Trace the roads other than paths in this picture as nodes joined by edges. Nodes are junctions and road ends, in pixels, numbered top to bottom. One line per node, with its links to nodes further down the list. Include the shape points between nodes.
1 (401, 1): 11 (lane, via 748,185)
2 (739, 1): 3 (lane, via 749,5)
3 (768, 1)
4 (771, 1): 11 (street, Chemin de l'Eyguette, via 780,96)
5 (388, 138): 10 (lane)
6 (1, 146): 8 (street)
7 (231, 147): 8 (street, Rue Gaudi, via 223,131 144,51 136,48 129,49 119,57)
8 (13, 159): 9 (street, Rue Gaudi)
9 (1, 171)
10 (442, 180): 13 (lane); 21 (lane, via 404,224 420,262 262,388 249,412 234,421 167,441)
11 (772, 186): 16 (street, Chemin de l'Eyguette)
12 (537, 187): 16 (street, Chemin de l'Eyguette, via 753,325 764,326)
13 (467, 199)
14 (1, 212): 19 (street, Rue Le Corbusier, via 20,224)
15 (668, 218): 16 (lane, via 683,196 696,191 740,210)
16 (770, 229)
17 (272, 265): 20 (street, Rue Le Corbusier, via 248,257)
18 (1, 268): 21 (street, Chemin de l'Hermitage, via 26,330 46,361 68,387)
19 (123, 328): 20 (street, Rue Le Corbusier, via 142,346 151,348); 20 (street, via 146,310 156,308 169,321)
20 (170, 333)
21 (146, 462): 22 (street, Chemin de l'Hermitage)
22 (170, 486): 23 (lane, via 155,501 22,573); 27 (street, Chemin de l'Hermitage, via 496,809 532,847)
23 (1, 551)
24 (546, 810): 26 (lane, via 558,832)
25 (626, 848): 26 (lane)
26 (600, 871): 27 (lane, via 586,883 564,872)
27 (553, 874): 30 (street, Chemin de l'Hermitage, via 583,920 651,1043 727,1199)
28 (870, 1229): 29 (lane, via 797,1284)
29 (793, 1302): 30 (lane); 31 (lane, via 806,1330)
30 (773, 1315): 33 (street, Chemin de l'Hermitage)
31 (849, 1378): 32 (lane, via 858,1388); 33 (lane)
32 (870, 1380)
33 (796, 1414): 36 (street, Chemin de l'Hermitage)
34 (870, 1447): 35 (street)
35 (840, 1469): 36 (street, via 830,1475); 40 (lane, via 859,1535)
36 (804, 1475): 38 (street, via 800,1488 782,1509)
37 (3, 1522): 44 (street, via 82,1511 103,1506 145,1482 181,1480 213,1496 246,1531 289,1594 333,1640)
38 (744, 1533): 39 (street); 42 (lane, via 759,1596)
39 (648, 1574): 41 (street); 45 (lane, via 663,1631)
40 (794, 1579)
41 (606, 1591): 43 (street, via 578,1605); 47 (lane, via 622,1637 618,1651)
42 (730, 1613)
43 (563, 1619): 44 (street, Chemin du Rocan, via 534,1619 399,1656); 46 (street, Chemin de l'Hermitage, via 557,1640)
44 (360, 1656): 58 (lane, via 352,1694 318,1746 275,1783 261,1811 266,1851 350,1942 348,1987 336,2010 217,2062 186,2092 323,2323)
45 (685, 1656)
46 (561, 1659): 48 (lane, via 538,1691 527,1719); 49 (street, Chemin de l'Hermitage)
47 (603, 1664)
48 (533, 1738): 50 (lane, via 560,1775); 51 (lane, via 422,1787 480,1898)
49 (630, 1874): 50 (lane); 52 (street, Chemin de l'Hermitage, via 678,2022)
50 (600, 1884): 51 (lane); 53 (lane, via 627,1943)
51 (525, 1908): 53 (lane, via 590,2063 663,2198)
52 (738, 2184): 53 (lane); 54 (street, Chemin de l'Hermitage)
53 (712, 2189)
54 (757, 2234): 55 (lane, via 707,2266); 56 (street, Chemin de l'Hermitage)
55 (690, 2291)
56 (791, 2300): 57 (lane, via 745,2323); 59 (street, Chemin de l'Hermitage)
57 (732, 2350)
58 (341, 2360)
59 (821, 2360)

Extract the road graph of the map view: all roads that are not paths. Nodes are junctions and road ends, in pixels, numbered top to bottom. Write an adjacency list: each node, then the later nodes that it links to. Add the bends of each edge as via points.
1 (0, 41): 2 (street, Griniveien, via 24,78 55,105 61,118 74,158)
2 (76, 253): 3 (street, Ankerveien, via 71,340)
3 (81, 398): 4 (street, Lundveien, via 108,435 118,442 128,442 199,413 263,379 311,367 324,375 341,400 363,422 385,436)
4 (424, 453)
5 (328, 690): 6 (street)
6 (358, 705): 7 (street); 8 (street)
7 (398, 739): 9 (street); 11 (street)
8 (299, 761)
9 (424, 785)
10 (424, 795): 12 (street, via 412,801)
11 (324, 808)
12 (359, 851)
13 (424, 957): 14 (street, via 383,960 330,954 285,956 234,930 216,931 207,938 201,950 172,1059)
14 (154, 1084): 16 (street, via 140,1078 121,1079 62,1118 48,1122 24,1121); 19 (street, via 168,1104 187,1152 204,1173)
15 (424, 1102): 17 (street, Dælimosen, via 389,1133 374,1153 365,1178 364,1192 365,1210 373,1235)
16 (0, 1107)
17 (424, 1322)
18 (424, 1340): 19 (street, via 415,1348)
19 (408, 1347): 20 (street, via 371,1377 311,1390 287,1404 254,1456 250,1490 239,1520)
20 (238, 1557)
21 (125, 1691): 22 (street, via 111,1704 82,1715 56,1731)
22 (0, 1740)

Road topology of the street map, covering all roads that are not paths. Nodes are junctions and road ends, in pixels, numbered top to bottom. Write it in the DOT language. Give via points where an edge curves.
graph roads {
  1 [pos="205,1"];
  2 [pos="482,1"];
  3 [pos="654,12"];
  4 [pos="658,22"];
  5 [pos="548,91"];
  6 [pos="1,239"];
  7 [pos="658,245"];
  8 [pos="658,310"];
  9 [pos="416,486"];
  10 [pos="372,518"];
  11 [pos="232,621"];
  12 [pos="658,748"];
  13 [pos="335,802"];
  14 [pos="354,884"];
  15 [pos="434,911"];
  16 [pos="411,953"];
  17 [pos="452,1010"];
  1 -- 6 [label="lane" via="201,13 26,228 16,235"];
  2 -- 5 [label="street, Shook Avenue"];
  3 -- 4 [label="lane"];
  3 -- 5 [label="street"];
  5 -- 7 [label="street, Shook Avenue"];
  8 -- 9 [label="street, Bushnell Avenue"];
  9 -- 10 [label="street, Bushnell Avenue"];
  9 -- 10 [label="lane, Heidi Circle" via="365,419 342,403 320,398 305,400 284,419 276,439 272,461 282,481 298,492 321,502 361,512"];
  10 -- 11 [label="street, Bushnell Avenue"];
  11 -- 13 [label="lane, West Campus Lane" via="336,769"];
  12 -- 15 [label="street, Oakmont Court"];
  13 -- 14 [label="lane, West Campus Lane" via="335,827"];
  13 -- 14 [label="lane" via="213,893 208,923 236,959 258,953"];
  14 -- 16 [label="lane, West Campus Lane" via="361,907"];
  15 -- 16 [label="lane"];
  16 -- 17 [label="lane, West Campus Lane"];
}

________________________________________

> **Required action**
From the first line through the last, repeat the entries exactly.

> **Task output**
Trace the roads other than paths in this picture as nodes joined by edges. Nodes are junctions and road ends, in pixels, numbered top to bottom. One line per node, with its links to nodes further down the list. Include the shape points between nodes.
1 (401, 1): 11 (lane, via 748,185)
2 (739, 1): 3 (lane, via 749,5)
3 (768, 1)
4 (771, 1): 11 (street, Chemin de l'Eyguette, via 780,96)
5 (388, 138): 10 (lane)
6 (1, 146): 8 (street)
7 (231, 147): 8 (street, Rue Gaudi, via 223,131 144,51 136,48 129,49 119,57)
8 (13, 159): 9 (street, Rue Gaudi)
9 (1, 171)
10 (442, 180): 13 (lane); 21 (lane, via 404,224 420,262 262,388 249,412 234,421 167,441)
11 (772, 186): 16 (street, Chemin de l'Eyguette)
12 (537, 187): 16 (street, Chemin de l'Eyguette, via 753,325 764,326)
13 (467, 199)
14 (1, 212): 19 (street, Rue Le Corbusier, via 20,224)
15 (668, 218): 16 (lane, via 683,196 696,191 740,210)
16 (770, 229)
17 (272, 265): 20 (street, Rue Le Corbusier, via 248,257)
18 (1, 268): 21 (street, Chemin de l'Hermitage, via 26,330 46,361 68,387)
19 (123, 328): 20 (street, Rue Le Corbusier, via 142,346 151,348); 20 (street, via 146,310 156,308 169,321)
20 (170, 333)
21 (146, 462): 22 (street, Chemin de l'Hermitage)
22 (170, 486): 23 (lane, via 155,501 22,573); 27 (street, Chemin de l'Hermitage, via 496,809 532,847)
23 (1, 551)
24 (546, 810): 26 (lane, via 558,832)
25 (626, 848): 26 (lane)
26 (600, 871): 27 (lane, via 586,883 564,872)
27 (553, 874): 30 (street, Chemin de l'Hermitage, via 583,920 651,1043 727,1199)
28 (870, 1229): 29 (lane, via 797,1284)
29 (793, 1302): 30 (lane); 31 (lane, via 806,1330)
30 (773, 1315): 33 (street, Chemin de l'Hermitage)
31 (849, 1378): 32 (lane, via 858,1388); 33 (lane)
32 (870, 1380)
33 (796, 1414): 36 (street, Chemin de l'Hermitage)
34 (870, 1447): 35 (street)
35 (840, 1469): 36 (street, via 830,1475); 40 (lane, via 859,1535)
36 (804, 1475): 38 (street, via 800,1488 782,1509)
37 (3, 1522): 44 (street, via 82,1511 103,1506 145,1482 181,1480 213,1496 246,1531 289,1594 333,1640)
38 (744, 1533): 39 (street); 42 (lane, via 759,1596)
39 (648, 1574): 41 (street); 45 (lane, via 663,1631)
40 (794, 1579)
41 (606, 1591): 43 (street, via 578,1605); 47 (lane, via 622,1637 618,1651)
42 (730, 1613)
43 (563, 1619): 44 (street, Chemin du Rocan, via 534,1619 399,1656); 46 (street, Chemin de l'Hermitage, via 557,1640)
44 (360, 1656): 58 (lane, via 352,1694 318,1746 275,1783 261,1811 266,1851 350,1942 348,1987 336,2010 217,2062 186,2092 323,2323)
45 (685, 1656)
46 (561, 1659): 48 (lane, via 538,1691 527,1719); 49 (street, Chemin de l'Hermitage)
47 (603, 1664)
48 (533, 1738): 50 (lane, via 560,1775); 51 (lane, via 422,1787 480,1898)
49 (630, 1874): 50 (lane); 52 (street, Chemin de l'Hermitage, via 678,2022)
50 (600, 1884): 51 (lane); 53 (lane, via 627,1943)
51 (525, 1908): 53 (lane, via 590,2063 663,2198)
52 (738, 2184): 53 (lane); 54 (street, Chemin de l'Hermitage)
53 (712, 2189)
54 (757, 2234): 55 (lane, via 707,2266); 56 (street, Chemin de l'Hermitage)
55 (690, 2291)
56 (791, 2300): 57 (lane, via 745,2323); 59 (street, Chemin de l'Hermitage)
57 (732, 2350)
58 (341, 2360)
59 (821, 2360)

Extract the road graph of the map view: all roads that are not paths. Nodes are junctions and road ends, in pixels, numbered top to bottom. Write an adjacency list: each node, then the later nodes that it links to. Add the bends of each edge as via points.
1 (0, 41): 2 (street, Griniveien, via 24,78 55,105 61,118 74,158)
2 (76, 253): 3 (street, Ankerveien, via 71,340)
3 (81, 398): 4 (street, Lundveien, via 108,435 118,442 128,442 199,413 263,379 311,367 324,375 341,400 363,422 385,436)
4 (424, 453)
5 (328, 690): 6 (street)
6 (358, 705): 7 (street); 8 (street)
7 (398, 739): 9 (street); 11 (street)
8 (299, 761)
9 (424, 785)
10 (424, 795): 12 (street, via 412,801)
11 (324, 808)
12 (359, 851)
13 (424, 957): 14 (street, via 383,960 330,954 285,956 234,930 216,931 207,938 201,950 172,1059)
14 (154, 1084): 16 (street, via 140,1078 121,1079 62,1118 48,1122 24,1121); 19 (street, via 168,1104 187,1152 204,1173)
15 (424, 1102): 17 (street, Dælimosen, via 389,1133 374,1153 365,1178 364,1192 365,1210 373,1235)
16 (0, 1107)
17 (424, 1322)
18 (424, 1340): 19 (street, via 415,1348)
19 (408, 1347): 20 (street, via 371,1377 311,1390 287,1404 254,1456 250,1490 239,1520)
20 (238, 1557)
21 (125, 1691): 22 (street, via 111,1704 82,1715 56,1731)
22 (0, 1740)

Road topology of the street map, covering all roads that are not paths. Nodes are junctions and road ends, in pixels, numbered top to bottom. Write it in the DOT language. Give via points where an edge curves.
graph roads {
  1 [pos="205,1"];
  2 [pos="482,1"];
  3 [pos="654,12"];
  4 [pos="658,22"];
  5 [pos="548,91"];
  6 [pos="1,239"];
  7 [pos="658,245"];
  8 [pos="658,310"];
  9 [pos="416,486"];
  10 [pos="372,518"];
  11 [pos="232,621"];
  12 [pos="658,748"];
  13 [pos="335,802"];
  14 [pos="354,884"];
  15 [pos="434,911"];
  16 [pos="411,953"];
  17 [pos="452,1010"];
  1 -- 6 [label="lane" via="201,13 26,228 16,235"];
  2 -- 5 [label="street, Shook Avenue"];
  3 -- 4 [label="lane"];
  3 -- 5 [label="street"];
  5 -- 7 [label="street, Shook Avenue"];
  8 -- 9 [label="street, Bushnell Avenue"];
  9 -- 10 [label="street, Bushnell Avenue"];
  9 -- 10 [label="lane, Heidi Circle" via="365,419 342,403 320,398 305,400 284,419 276,439 272,461 282,481 298,492 321,502 361,512"];
  10 -- 11 [label="street, Bushnell Avenue"];
  11 -- 13 [label="lane, West Campus Lane" via="336,769"];
  12 -- 15 [label="street, Oakmont Court"];
  13 -- 14 [label="lane, West Campus Lane" via="335,827"];
  13 -- 14 [label="lane" via="213,893 208,923 236,959 258,953"];
  14 -- 16 [label="lane, West Campus Lane" via="361,907"];
  15 -- 16 [label="lane"];
  16 -- 17 [label="lane, West Campus Lane"];
}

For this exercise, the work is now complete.